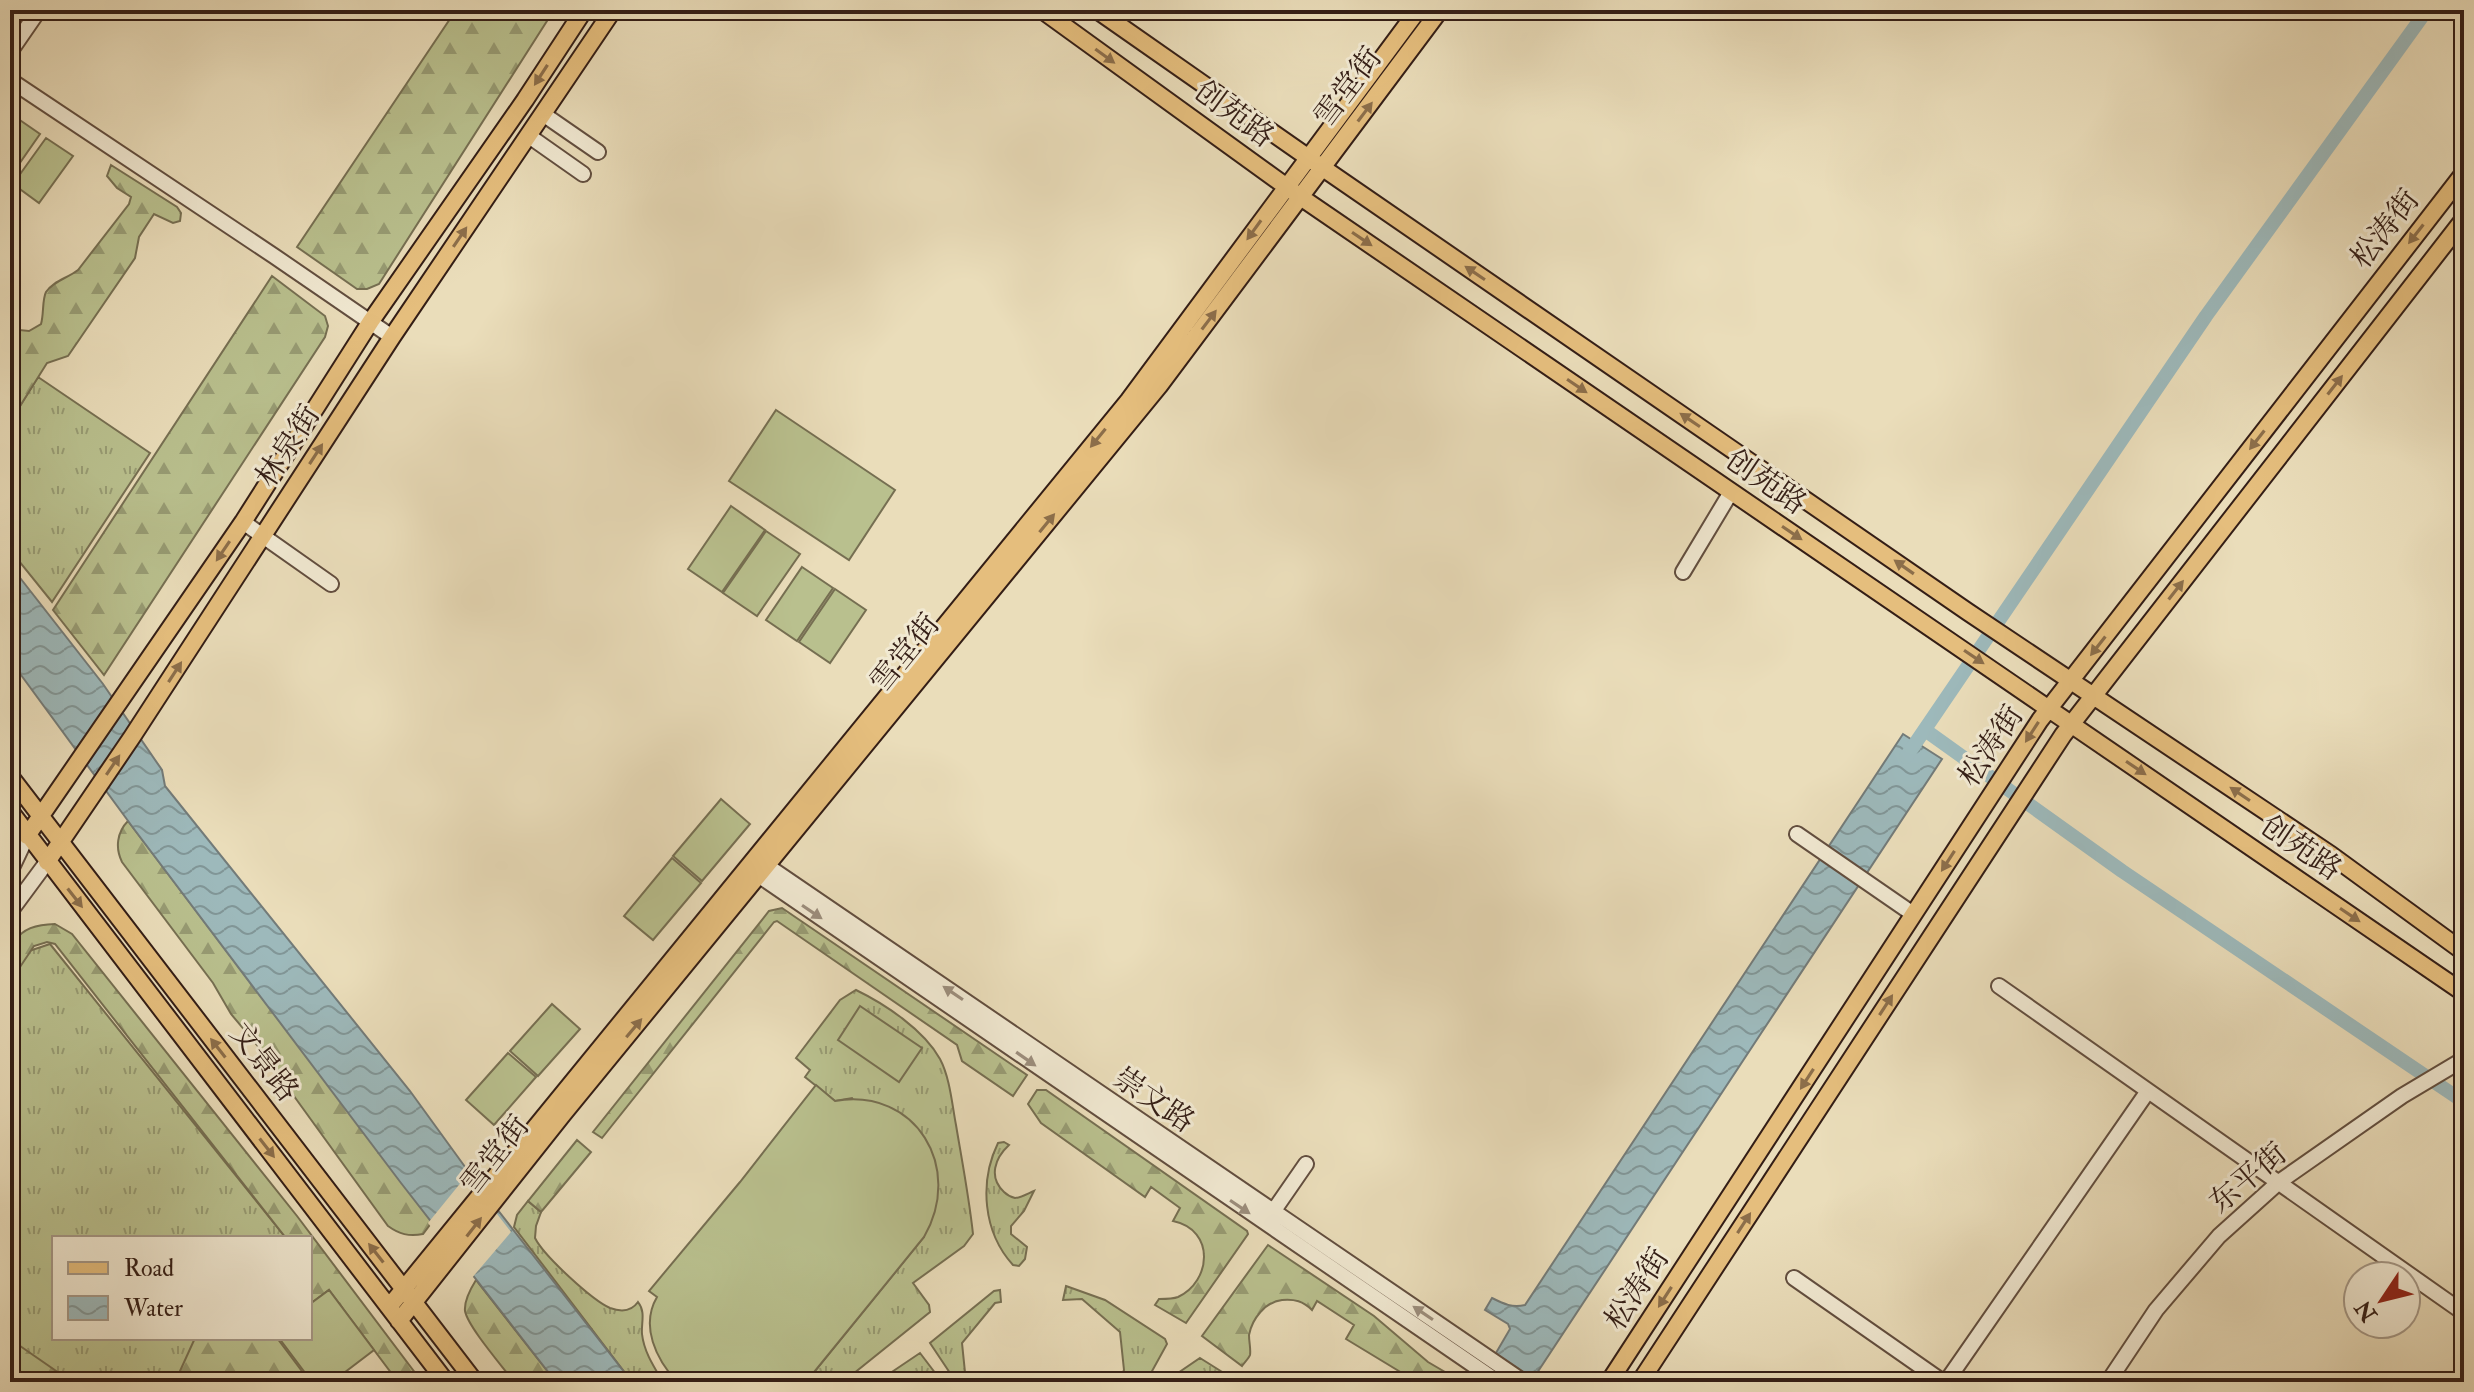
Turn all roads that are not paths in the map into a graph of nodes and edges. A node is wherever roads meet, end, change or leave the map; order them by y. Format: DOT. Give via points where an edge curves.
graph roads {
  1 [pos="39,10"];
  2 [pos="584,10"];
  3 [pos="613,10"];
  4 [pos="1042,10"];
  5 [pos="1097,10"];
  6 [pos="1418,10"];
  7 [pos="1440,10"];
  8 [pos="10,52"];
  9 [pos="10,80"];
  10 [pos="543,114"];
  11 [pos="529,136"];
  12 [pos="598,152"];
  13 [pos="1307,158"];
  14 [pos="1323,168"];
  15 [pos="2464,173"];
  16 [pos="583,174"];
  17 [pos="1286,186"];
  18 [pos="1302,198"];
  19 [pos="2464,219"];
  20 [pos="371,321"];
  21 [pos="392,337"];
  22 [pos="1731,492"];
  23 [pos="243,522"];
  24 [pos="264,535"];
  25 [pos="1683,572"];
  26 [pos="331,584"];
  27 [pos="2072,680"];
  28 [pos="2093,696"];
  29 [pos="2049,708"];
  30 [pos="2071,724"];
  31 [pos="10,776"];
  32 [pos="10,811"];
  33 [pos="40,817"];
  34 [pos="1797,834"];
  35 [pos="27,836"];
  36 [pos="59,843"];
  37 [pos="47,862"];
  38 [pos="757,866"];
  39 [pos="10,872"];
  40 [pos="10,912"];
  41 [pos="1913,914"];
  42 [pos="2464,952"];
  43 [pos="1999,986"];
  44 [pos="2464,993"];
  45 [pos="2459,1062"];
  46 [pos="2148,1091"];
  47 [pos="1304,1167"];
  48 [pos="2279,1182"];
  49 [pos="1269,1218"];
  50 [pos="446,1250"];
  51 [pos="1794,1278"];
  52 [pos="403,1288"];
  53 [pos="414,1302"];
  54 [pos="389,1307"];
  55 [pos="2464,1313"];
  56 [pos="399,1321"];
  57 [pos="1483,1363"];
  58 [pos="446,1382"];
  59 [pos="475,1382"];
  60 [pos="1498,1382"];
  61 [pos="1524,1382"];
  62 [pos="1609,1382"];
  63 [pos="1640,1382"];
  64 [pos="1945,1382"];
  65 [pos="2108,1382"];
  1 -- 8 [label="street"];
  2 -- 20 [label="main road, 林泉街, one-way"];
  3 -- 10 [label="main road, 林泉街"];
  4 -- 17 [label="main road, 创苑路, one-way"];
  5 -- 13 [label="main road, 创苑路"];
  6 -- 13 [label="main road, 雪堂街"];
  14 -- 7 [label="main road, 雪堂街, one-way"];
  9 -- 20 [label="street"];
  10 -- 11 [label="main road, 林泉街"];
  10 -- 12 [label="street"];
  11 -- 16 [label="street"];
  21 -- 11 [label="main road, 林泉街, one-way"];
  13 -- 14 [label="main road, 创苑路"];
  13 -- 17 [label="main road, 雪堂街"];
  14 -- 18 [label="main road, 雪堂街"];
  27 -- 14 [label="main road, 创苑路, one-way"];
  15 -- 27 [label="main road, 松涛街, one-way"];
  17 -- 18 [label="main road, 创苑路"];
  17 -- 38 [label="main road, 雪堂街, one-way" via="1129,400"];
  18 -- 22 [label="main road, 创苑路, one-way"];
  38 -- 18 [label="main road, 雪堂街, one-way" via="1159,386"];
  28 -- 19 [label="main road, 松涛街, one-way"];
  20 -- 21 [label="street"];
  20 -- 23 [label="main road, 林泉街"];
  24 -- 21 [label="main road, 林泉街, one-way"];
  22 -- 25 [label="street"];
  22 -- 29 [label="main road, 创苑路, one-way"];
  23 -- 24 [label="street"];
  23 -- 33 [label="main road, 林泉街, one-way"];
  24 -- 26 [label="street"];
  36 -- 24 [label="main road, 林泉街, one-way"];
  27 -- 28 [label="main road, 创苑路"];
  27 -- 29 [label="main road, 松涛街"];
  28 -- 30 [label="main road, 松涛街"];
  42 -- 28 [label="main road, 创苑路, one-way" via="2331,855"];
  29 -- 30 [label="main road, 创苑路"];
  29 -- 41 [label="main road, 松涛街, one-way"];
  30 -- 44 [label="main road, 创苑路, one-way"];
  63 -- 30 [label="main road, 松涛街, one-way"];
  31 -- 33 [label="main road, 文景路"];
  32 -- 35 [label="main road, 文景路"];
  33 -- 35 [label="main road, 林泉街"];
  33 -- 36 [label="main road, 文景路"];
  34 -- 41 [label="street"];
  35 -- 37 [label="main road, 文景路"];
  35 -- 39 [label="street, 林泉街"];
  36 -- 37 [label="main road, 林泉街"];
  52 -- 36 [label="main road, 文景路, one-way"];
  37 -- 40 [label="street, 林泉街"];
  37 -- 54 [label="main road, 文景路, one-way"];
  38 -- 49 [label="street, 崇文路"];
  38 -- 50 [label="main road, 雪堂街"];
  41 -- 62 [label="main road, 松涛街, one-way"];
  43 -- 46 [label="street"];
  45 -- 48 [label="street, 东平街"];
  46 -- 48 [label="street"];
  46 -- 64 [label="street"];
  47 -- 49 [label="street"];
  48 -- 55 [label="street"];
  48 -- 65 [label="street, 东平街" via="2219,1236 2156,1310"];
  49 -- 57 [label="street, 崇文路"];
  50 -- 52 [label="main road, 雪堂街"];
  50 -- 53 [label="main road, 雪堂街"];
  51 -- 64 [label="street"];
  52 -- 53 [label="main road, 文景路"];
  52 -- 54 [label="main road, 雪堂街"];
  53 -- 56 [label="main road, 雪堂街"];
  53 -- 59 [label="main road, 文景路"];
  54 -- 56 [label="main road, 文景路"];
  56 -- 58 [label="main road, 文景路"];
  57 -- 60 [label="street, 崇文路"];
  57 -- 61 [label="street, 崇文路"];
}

++++

INSTRUCTIONS FOR THE TASK: Using the listing, collect all lines in which the string "graph" is found.

RESPONSE TO THIS TASK:
Turn all roads that are not paths in the map into a graph of nodes and edges. A node is wherever roads meet, end, change or leave the map; order them by y. Format: DOT. Give via points where an edge curves.
graph roads {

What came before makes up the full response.